En el Perú, la congresista Sigrid Bazán acaba de proponer un impuesto a los llamados “bienes de lujo”. El planteamiento parece diseñado para ganar aplausos fáciles en redes sociales, pero parece desconocer la evidencia internacional y la realidad fiscal del país. En 2022 una congresista de Perú Libre también propuso “un impuesto a la fortuna con justicia social” para personas con alto patrimonio. Estos impuestos han fracasado en todas partes donde se aplicaron y terminaron derogándose porque su recaudación fue marginal y sus efectos económicos desastrosos.

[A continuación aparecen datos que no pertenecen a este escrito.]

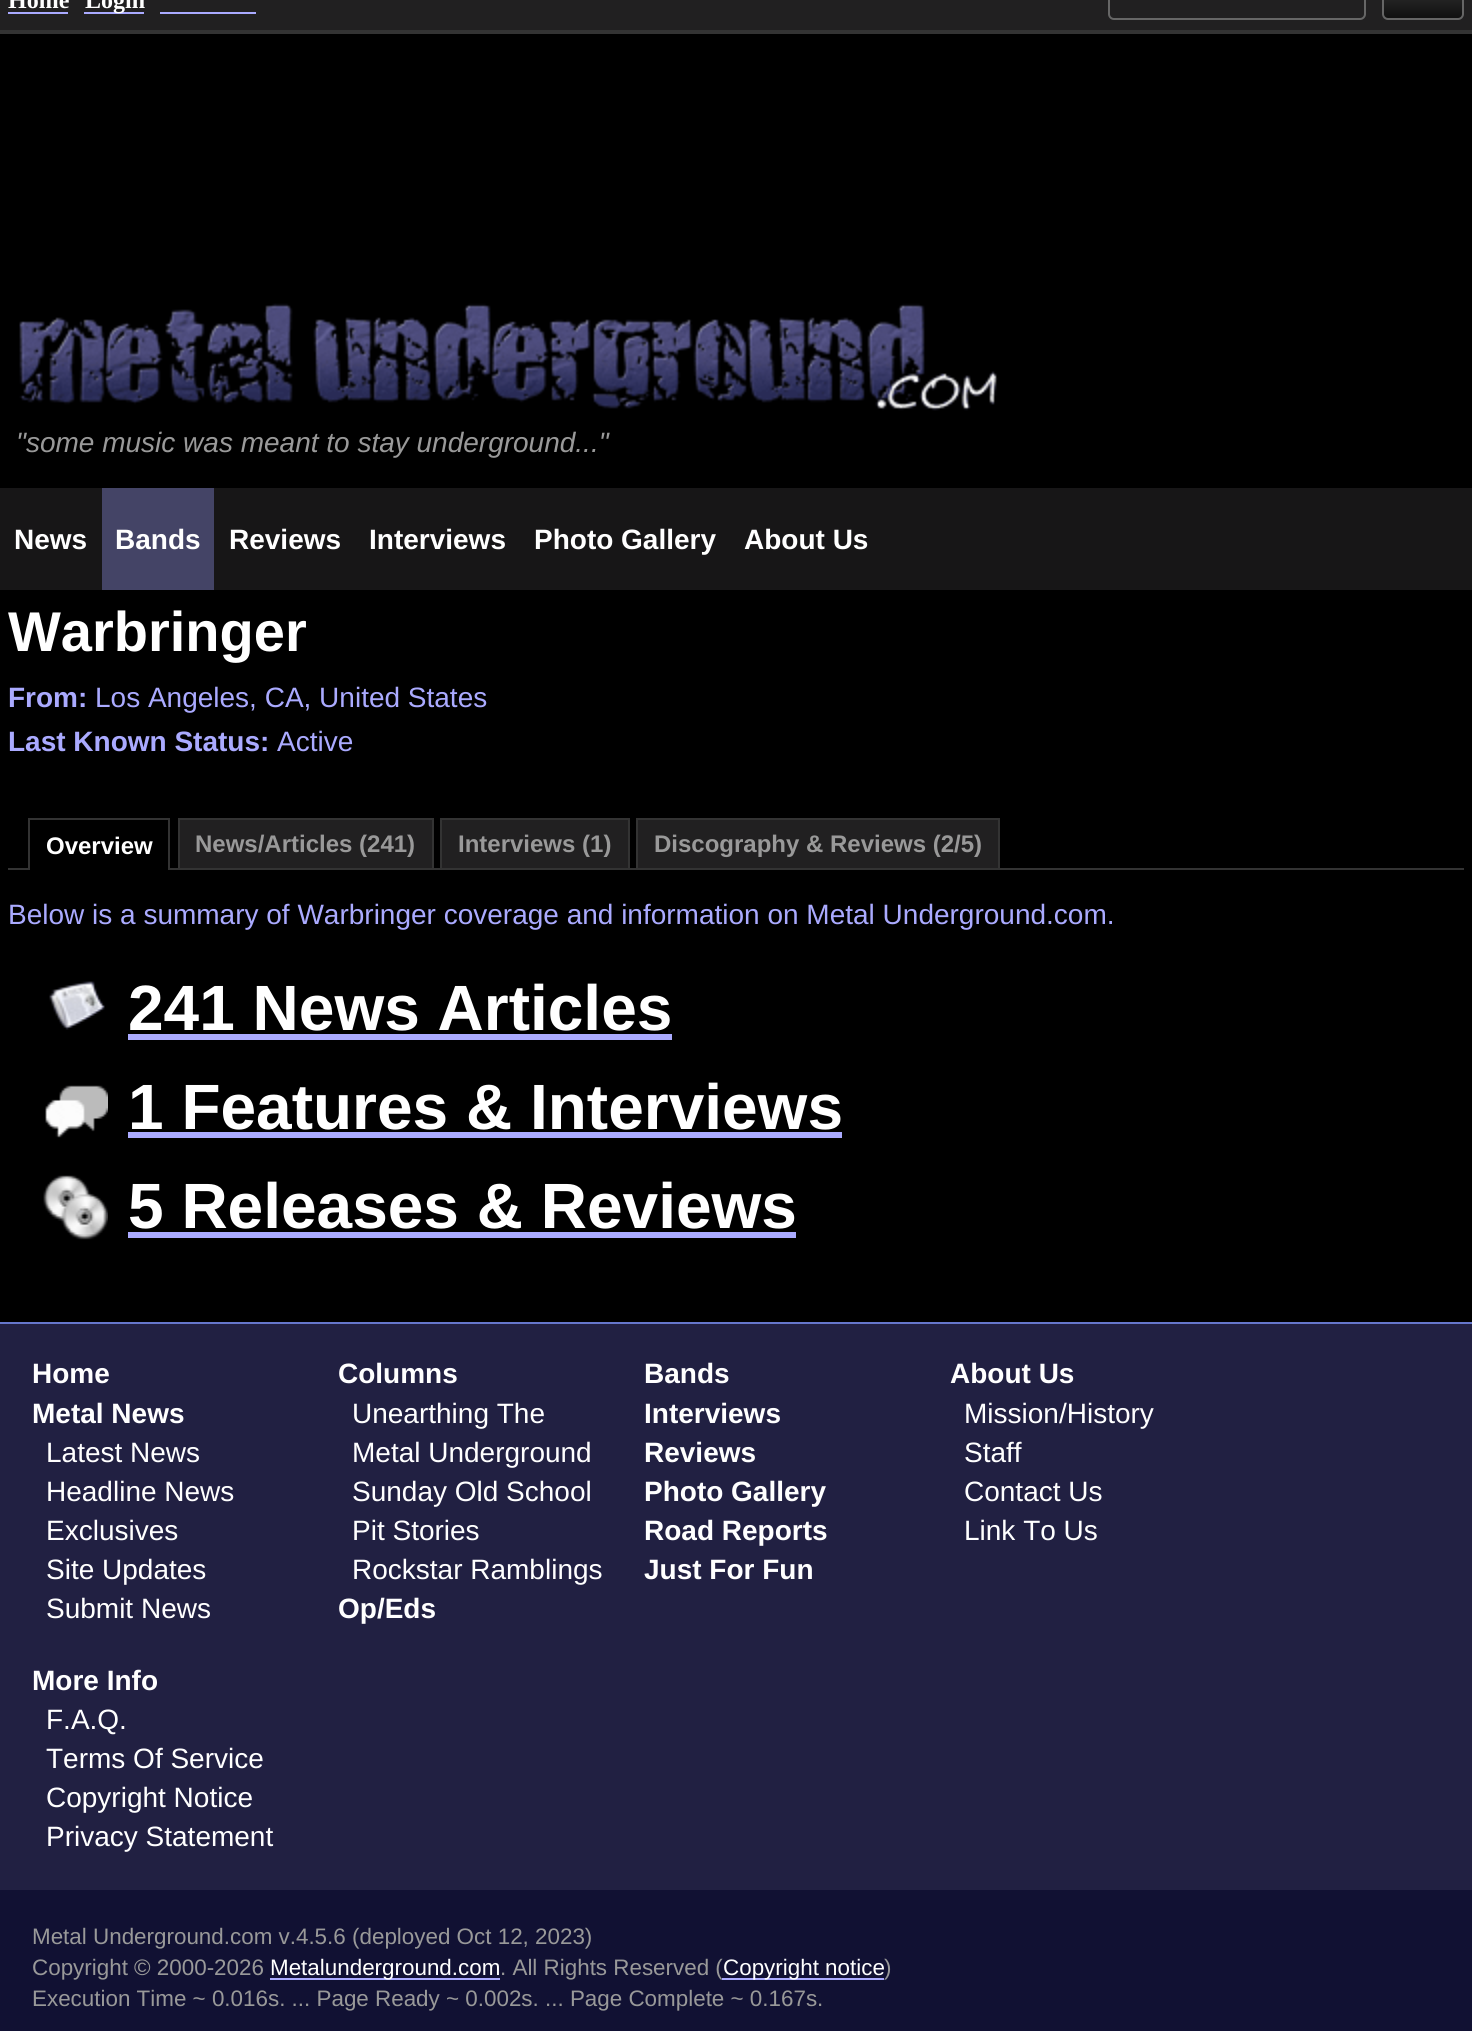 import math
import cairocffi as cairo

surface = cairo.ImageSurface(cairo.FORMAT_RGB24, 1472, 2031)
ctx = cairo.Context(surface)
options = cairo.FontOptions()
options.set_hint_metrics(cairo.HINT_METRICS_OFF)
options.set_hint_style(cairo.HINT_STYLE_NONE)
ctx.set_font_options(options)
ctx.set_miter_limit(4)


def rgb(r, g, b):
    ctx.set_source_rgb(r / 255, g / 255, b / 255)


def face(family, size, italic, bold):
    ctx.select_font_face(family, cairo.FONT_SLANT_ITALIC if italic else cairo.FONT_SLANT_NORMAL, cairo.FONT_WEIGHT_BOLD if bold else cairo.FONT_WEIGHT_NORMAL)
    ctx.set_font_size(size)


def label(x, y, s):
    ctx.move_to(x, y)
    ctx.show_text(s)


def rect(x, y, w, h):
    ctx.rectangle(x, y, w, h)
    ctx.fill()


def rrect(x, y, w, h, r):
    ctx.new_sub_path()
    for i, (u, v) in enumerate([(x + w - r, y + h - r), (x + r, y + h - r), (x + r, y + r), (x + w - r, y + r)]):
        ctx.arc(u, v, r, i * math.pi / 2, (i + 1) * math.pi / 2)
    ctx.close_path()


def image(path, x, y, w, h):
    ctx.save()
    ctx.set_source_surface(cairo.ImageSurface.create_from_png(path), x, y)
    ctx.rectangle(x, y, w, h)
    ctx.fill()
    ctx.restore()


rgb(17, 17, 51)
ctx.paint()
rgb(33, 32, 33)
rect(0, 0, 1472, 30)
rgb(51, 51, 51)
rect(0, 30, 1472, 4)
face('Liberation Serif', 24, 0, 1)
rgb(255, 255, 255)
label(8, 8, 'Home')
rgb(170, 170, 255)
rect(8, 12, 60, 2)
rect(84, 12, 60, 2)
rgb(255, 255, 255)
label(85, 8, 'Login')
rgb(170, 170, 255)
rect(160, 12, 96, 2)
rrect(1109, -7, 256, 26, 5)
rgb(102, 102, 102)
ctx.stroke()
ctx.save()
rrect(1382, -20, 82, 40, 6)
ctx.clip()
gradient = cairo.LinearGradient(1423, -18, 1423, 18)
gradient.add_color_stop_rgba(0, 0.2, 0.2, 0.2, 1)
gradient.add_color_stop_rgba(1, 0.067, 0.067, 0.067, 1)
ctx.set_source(gradient)
rect(1382, 0, 82, 18)
ctx.restore()
rrect(1383, -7, 80, 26, 5)
ctx.stroke()
rgb(0, 0, 0)
rect(0, 34, 1472, 1288)
image('image0.png', 19, 303, 979, 108)
face('Liberation Sans', 28, 1, 0)
rgb(153, 153, 153)
label(16, 452, '"some music was meant to stay underground..."')
rgb(23, 22, 23)
rect(0, 488, 1472, 102)
face('Liberation Sans', 28, 0, 1)
rgb(255, 255, 255)
label(14, 549, 'News')
rgb(68, 68, 102)
rect(102, 488, 112, 102)
rgb(255, 255, 255)
label(115, 549, 'Bands')
label(229, 549, 'Reviews')
label(369, 549, 'Interviews')
label(534, 549, 'Photo Gallery')
label(744, 549, 'About Us')
face('Liberation Sans', 56, 0, 1)
label(8, 651, 'Warbringer')
face('Liberation Sans', 28, 0, 1)
rgb(170, 170, 255)
label(8, 707, 'From:')
face('Liberation Sans', 28, 0, 0)
label(95, 707, 'Los Angeles, CA, United States')
face('Liberation Sans', 28, 0, 1)
label(8, 751, 'Last Known Status:')
face('Liberation Sans', 28, 0, 0)
label(277, 751, 'Active')
rgb(51, 51, 51)
rect(8, 868, 1456, 2)
face('Liberation Sans', 24, 0, 1)
rgb(255, 255, 255)
label(46, 854, 'Overview')
rgb(0, 0, 0)
rect(30, 868, 138, 2)
rgb(51, 51, 51)
rect(28, 818, 142, 2)
rect(168, 818, 2, 52)
rect(28, 818, 2, 52)
rgb(33, 32, 33)
rect(180, 820, 252, 48)
rgb(153, 153, 153)
label(195, 852, 'News/Articles (241)')
rgb(51, 51, 51)
rect(178, 818, 256, 2)
rect(432, 818, 2, 50)
rect(178, 818, 2, 50)
rgb(33, 32, 33)
rect(442, 820, 186, 48)
rgb(153, 153, 153)
label(458, 852, 'Interviews (1)')
rgb(51, 51, 51)
rect(440, 818, 190, 2)
rect(628, 818, 2, 50)
rect(440, 818, 2, 50)
rgb(33, 32, 33)
rect(638, 820, 360, 48)
rgb(153, 153, 153)
label(654, 852, 'Discography & Reviews (2/5)')
rgb(51, 51, 51)
rect(636, 818, 364, 2)
rect(998, 818, 2, 50)
rect(636, 818, 2, 50)
face('Liberation Sans', 28, 0, 0)
rgb(170, 170, 255)
label(8, 924, 'Below is a summary of Warbringer coverage and information on Metal Underground.com.')
image('image1.png', 49, 981, 56, 49)
face('Liberation Sans', 64, 0, 1)
rgb(255, 255, 255)
label(128, 1030, '241 News Articles')
rgb(170, 170, 255)
rect(128, 1034, 544, 6)
image('image2.png', 45, 1085, 63, 53)
rgb(255, 255, 255)
label(128, 1129, '1 Features & Interviews')
rgb(170, 170, 255)
rect(128, 1132, 714, 6)
image('image3.png', 43, 1175, 65, 65)
rgb(255, 255, 255)
label(128, 1228, '5 Releases & Reviews')
rgb(170, 170, 255)
rect(128, 1232, 668, 6)
rgb(33, 32, 66)
rect(0, 1324, 1472, 566)
rgb(102, 119, 204)
rect(0, 1322, 1472, 2)
face('Liberation Sans', 28, 0, 1)
rgb(255, 255, 255)
label(32, 1383, 'Home')
label(32, 1423, 'Metal News')
face('Liberation Sans', 28, 0, 0)
label(46, 1462, 'Latest News')
label(46, 1501, 'Headline News')
label(46, 1540, 'Exclusives')
label(46, 1579, 'Site Updates')
label(46, 1618, 'Submit News')
face('Liberation Sans', 28, 0, 1)
label(338, 1383, 'Columns')
face('Liberation Sans', 28, 0, 0)
label(352, 1423, 'Unearthing The')
label(352, 1462, 'Metal Underground')
label(352, 1501, 'Sunday Old School')
label(352, 1540, 'Pit Stories')
label(352, 1579, 'Rockstar Ramblings')
face('Liberation Sans', 28, 0, 1)
label(338, 1618, 'Op/Eds')
label(644, 1383, 'Bands')
label(644, 1423, 'Interviews')
label(644, 1462, 'Reviews')
label(644, 1501, 'Photo Gallery')
label(644, 1540, 'Road Reports')
label(644, 1579, 'Just For Fun')
label(950, 1383, 'About Us')
face('Liberation Sans', 28, 0, 0)
label(964, 1423, 'Mission/History')
label(964, 1462, 'Staff')
label(964, 1501, 'Contact Us')
label(964, 1540, 'Link To Us')
face('Liberation Sans', 28, 0, 1)
label(32, 1690, 'More Info')
face('Liberation Sans', 28, 0, 0)
label(46, 1729, 'F.A.Q.')
label(46, 1768, 'Terms Of Service')
label(46, 1807, 'Copyright Notice')
label(46, 1846, 'Privacy Statement')
face('Liberation Sans', 22.4, 0, 0)
rgb(153, 153, 153)
label(32, 1944, 'Metal Underground.com v.4.5.6')
label(352, 1944, '(deployed Oct 12, 2023)')
label(32, 1975, 'Copyright © 2000-2026')
rgb(170, 170, 255)
rect(270, 1978, 230, 2)
rgb(255, 255, 255)
label(270, 1975, 'Metalunderground.com')
rgb(153, 153, 153)
label(500, 1975, '. All Rights Reserved (')
rgb(170, 170, 255)
rect(722, 1978, 162, 2)
rgb(255, 255, 255)
label(723, 1975, 'Copyright notice')
rgb(153, 153, 153)
label(884, 1975, ')')
label(32, 2006, 'Execution Time ~ 0.016s. ... Page Ready ~ 0.002s. ... Page Complete ~ 0.167s.')
surface.write_to_png('render.png')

Estas propuestas presentan varios problemas. En primer lugar, implican una doble tributación. La riqueza que alguien acumula ya pagó impuestos cuando se generó: sobre la renta, los dividendos, los intereses o las plusvalías. Volver a gravarla simplemente por tenerla equivale a castigar el ahorro y la inversión, justo lo que deberíamos incentivar. El segundo problema es que el Perú presenta una evasión tributaria masiva. Según cifras oficiales, casi la mitad del IGV potencial no se recauda, y una gran parte de la renta empresarial y personal queda fuera del radar de la Sunat. Antes de inventar tributos complejos que solo afectan a un grupo reducido, el Estado debería concentrarse en ampliar la base de contribuyentes y combatir la informalidad. Lo contrario es castigar al que ya paga mientras la mayoría evade.
Tercero, ¿cómo definimos y valuamos un “bien de lujo”? ¿Un reloj de colección, un auto de alta gama, una propiedad en determinada zona, entre otros? El Estado tendría que crear registros, tasaciones, peritajes y procesos legales interminables. Además, muchos activos son no líquidos —arte, joyas, acciones en empresas familiares—, lo que genera más conflictos que soluciones y consume casi todo lo que se podría recaudar. En los países que lo intentaron —como Francia, Suecia o Alemania— estos impuestos provocaron fuga de capitales y mudanza de fortunas hacia jurisdicciones más amigables. Al final, la recaudación llegó a menos de 0.3% del PBI. Por eso casi todos fueron eliminados: el costo económico era mayor que el beneficio fiscal.
Finalmente, este tipo de propuestas erosionan la confianza en el sistema tributario. Si el mensaje es que el Estado está dispuesto a gravar dos veces la misma riqueza, con criterios discrecionales y políticos, el resultado natural será la protección patrimonial: fuga de capitales, ocultamiento de bienes o emigración. Menos inversión, menos empleo y menos crecimiento. En conclusión, los impuestos a la riqueza son un espejismo redistributivo: populares en el discurso, inútiles en la práctica, y dañinos para la economía. El Perú necesita mejorar su administración tributaria, reducir la evasión y hacer más eficiente el gasto público; no repetir experimentos fallidos que no funcionaron.